My apologies, I thought you did not tell the students that some of the lectures were bullshit.
Joanna
Craven, Jim wrote:
That's fucked. You have all the power and you're using it to humiliate your students. Great.
Joanna
Response: I can see from your previous comments ( So you're punishing your students because most economic text books are biased? If I were your student, I'd be pissed at you. Joanna) that you are obviously not a very deep or critical thinker (biased not the same as objective--to be human is to be biased) so what you call "humiliation" others might call creative pedagogy.
In my textbook citations assignment, it is extra-credit; the operative word is extra as in extra work for me, sometimes necessitated by students not being with the program and then winding up needing extra-credit. Further, if students take the time and effort to find texts like "Anti-Samuelson" by Marc Linder or others written by the likes of Sherman, Bowles, et al they can find cites.
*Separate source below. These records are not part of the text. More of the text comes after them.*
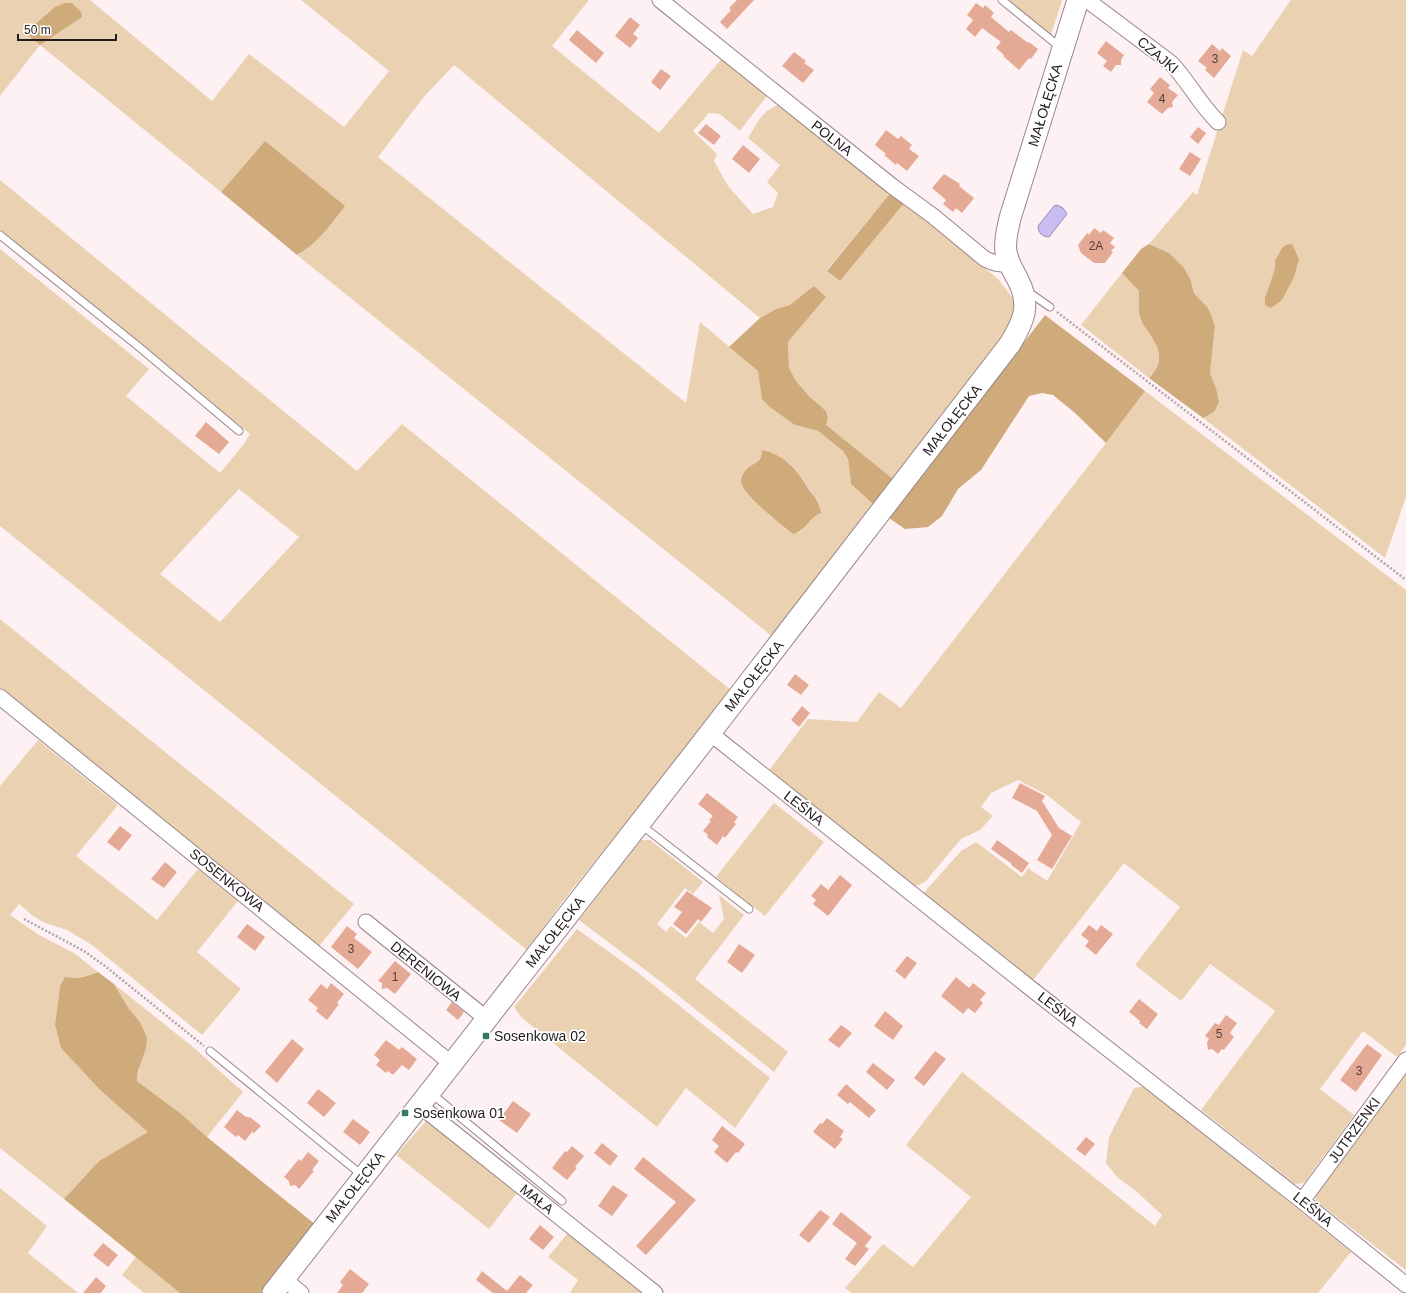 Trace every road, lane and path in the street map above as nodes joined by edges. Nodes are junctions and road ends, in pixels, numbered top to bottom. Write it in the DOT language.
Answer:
graph roads {
  1 [pos="660,0"];
  2 [pos="1002,0"];
  3 [pos="1078,0"];
  4 [pos="1087,0"];
  5 [pos="1062,49"];
  6 [pos="1218,122"];
  7 [pos="0,235"];
  8 [pos="1009,265"];
  9 [pos="1023,288"];
  10 [pos="1050,307"];
  11 [pos="239,431"];
  12 [pos="1406,580"];
  13 [pos="0,697"];
  14 [pos="710,733"];
  15 [pos="640,824"];
  16 [pos="749,909"];
  17 [pos="24,919"];
  18 [pos="366,922"];
  19 [pos="487,1019"];
  20 [pos="210,1051"];
  21 [pos="1406,1060"];
  22 [pos="452,1064"];
  23 [pos="424,1099"];
  24 [pos="363,1176"];
  25 [pos="562,1201"];
  26 [pos="1302,1201"];
  27 [pos="1406,1285"];
  28 [pos="278,1286"];
  29 [pos="301,1293"];
  30 [pos="655,1293"];
  1 -- 8 [label="street, POLNA"];
  2 -- 5 [label="lane"];
  3 -- 5 [label="street, MAŁOŁĘCKA"];
  4 -- 6 [label="street, CZAJKI"];
  5 -- 8 [label="street, MAŁOŁĘCKA"];
  7 -- 11 [label="lane"];
  8 -- 9 [label="street, MAŁOŁĘCKA"];
  9 -- 10 [label="lane"];
  9 -- 14 [label="street, MAŁOŁĘCKA"];
  10 -- 12 [label="path"];
  13 -- 22 [label="street, SOSENKOWA"];
  14 -- 15 [label="street, MAŁOŁĘCKA"];
  14 -- 26 [label="street, LEŚNA"];
  15 -- 16 [label="lane"];
  15 -- 19 [label="street, MAŁOŁĘCKA"];
  17 -- 20 [label="path"];
  18 -- 19 [label="street, DERENIOWA"];
  19 -- 22 [label="street, MAŁOŁĘCKA"];
  20 -- 24 [label="lane"];
  21 -- 26 [label="street, JUTRZENKI"];
  22 -- 23 [label="street, MAŁOŁĘCKA"];
  23 -- 24 [label="street, MAŁOŁĘCKA"];
  23 -- 25 [label="lane"];
  23 -- 30 [label="street, MAŁA"];
  24 -- 28 [label="street, MAŁOŁĘCKA"];
  26 -- 27 [label="street, LEŚNA"];
  28 -- 29 [label="street"];
} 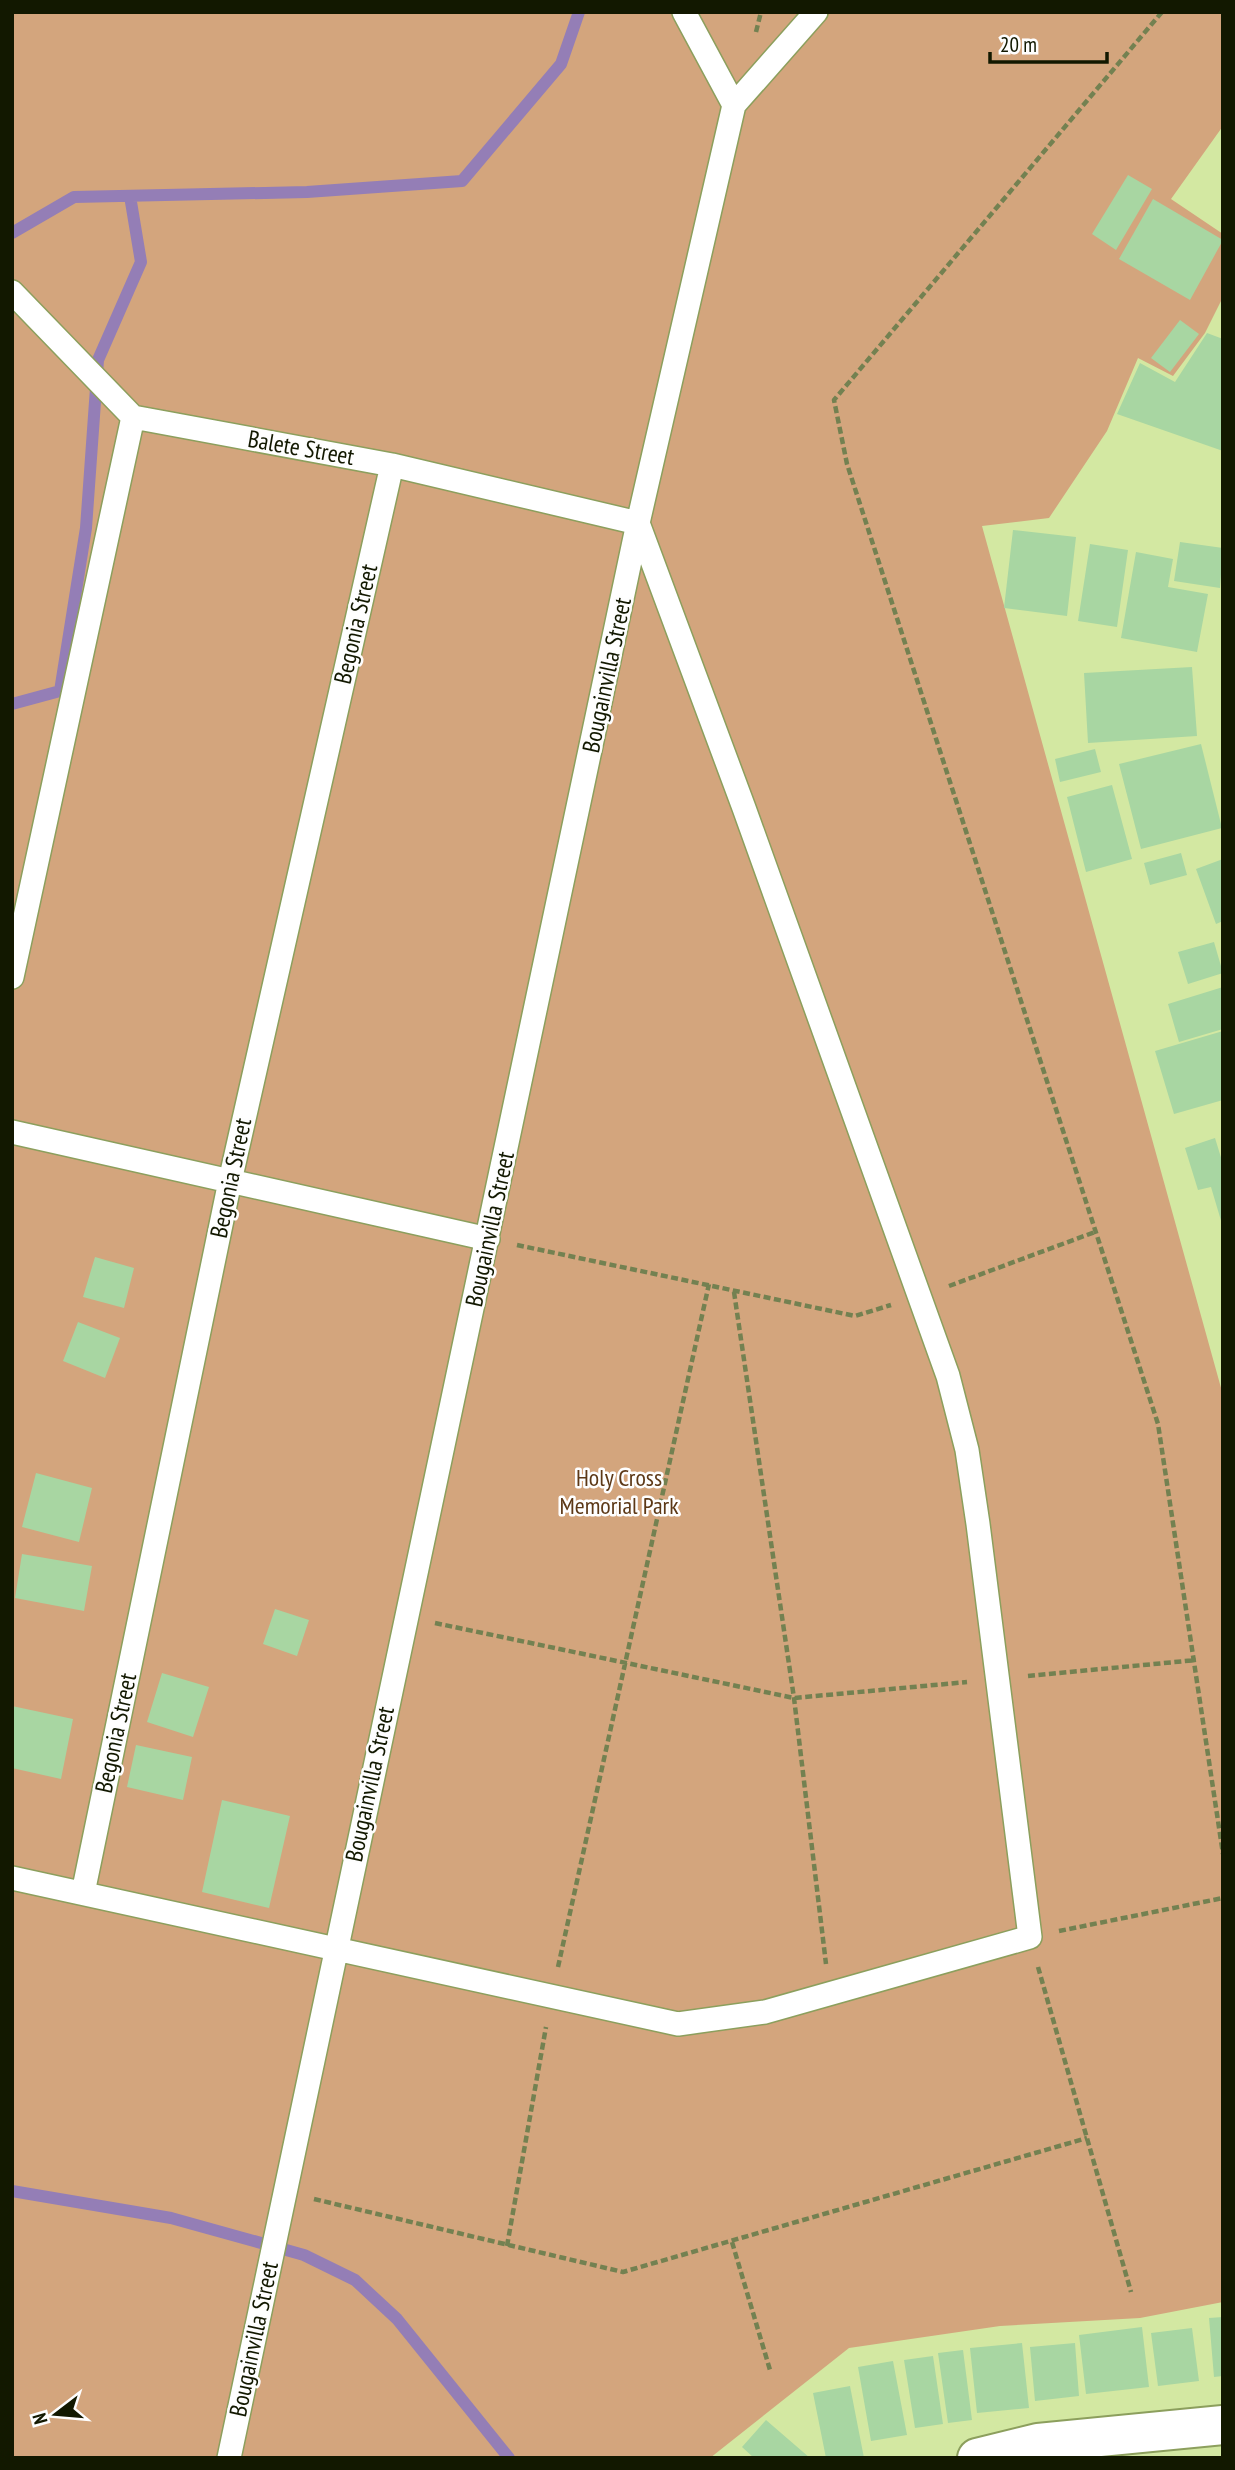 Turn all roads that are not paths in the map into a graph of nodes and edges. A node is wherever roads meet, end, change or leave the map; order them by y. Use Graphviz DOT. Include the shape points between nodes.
graph roads {
  1 [pos="684,12"];
  2 [pos="816,12"];
  3 [pos="734,104"];
  4 [pos="12,292"];
  5 [pos="133,417"];
  6 [pos="392,465"];
  7 [pos="638,523"];
  8 [pos="12,977"];
  9 [pos="12,1132"];
  10 [pos="230,1181"];
  11 [pos="488,1239"];
  12 [pos="12,1878"];
  13 [pos="83,1893"];
  14 [pos="334,1949"];
  15 [pos="1223,2425"];
  16 [pos="229,2458"];
  17 [pos="976,2458"];
  1 -- 3 [label="lane"];
  2 -- 3 [label="lane"];
  3 -- 7 [label="lane, Bougainvilla Street"];
  4 -- 5 [label="lane"];
  5 -- 6 [label="lane, Balete Street"];
  5 -- 8 [label="lane"];
  6 -- 7 [label="lane, Balete Street"];
  6 -- 10 [label="lane, Begonia Street"];
  7 -- 11 [label="lane, Bougainvilla Street"];
  7 -- 14 [label="lane" via="947,1376 967,1450 1030,1937 765,2012 678,2024"];
  9 -- 10 [label="lane"];
  10 -- 11 [label="lane"];
  10 -- 13 [label="lane, Begonia Street"];
  11 -- 14 [label="lane, Bougainvilla Street"];
  12 -- 13 [label="lane"];
  13 -- 14 [label="lane"];
  14 -- 16 [label="lane, Bougainvilla Street"];
  15 -- 17 [label="street" via="1038,2443"];
} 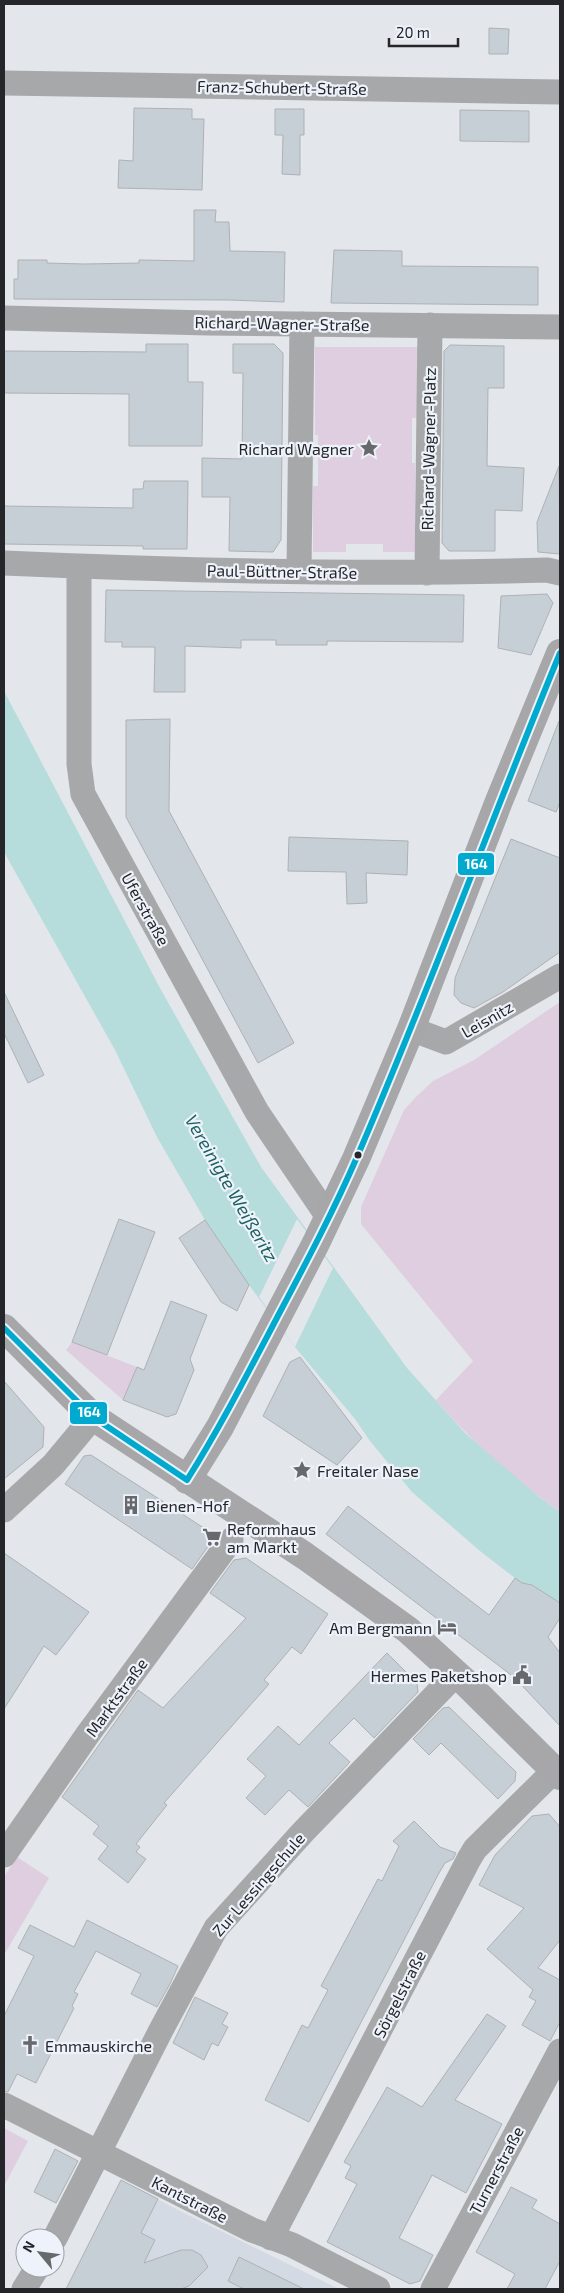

Now on this assignment, just who exactly gets "humiliated"? Remember, the warning is given on the first day of class and the exact number of bullshit lectures is given. So who gets "humiliated"?: Those who do not take the assignment seriously; those who do not regularly attend class; those who do not cross-check but rather uncritically accept what they are told; those who do not connect what they are taught about epistemology, critical thinking ,logical fallacies etc and the content of what they are getting; those who see themselves as passive consumers rather than active participants in their own education; those who are as superficial, lazy and mechanical in their thinking as this person Joanna (Who I hope is not a teacher) appears to be.
I hear, I forget. I see, I remember. I do, I understand.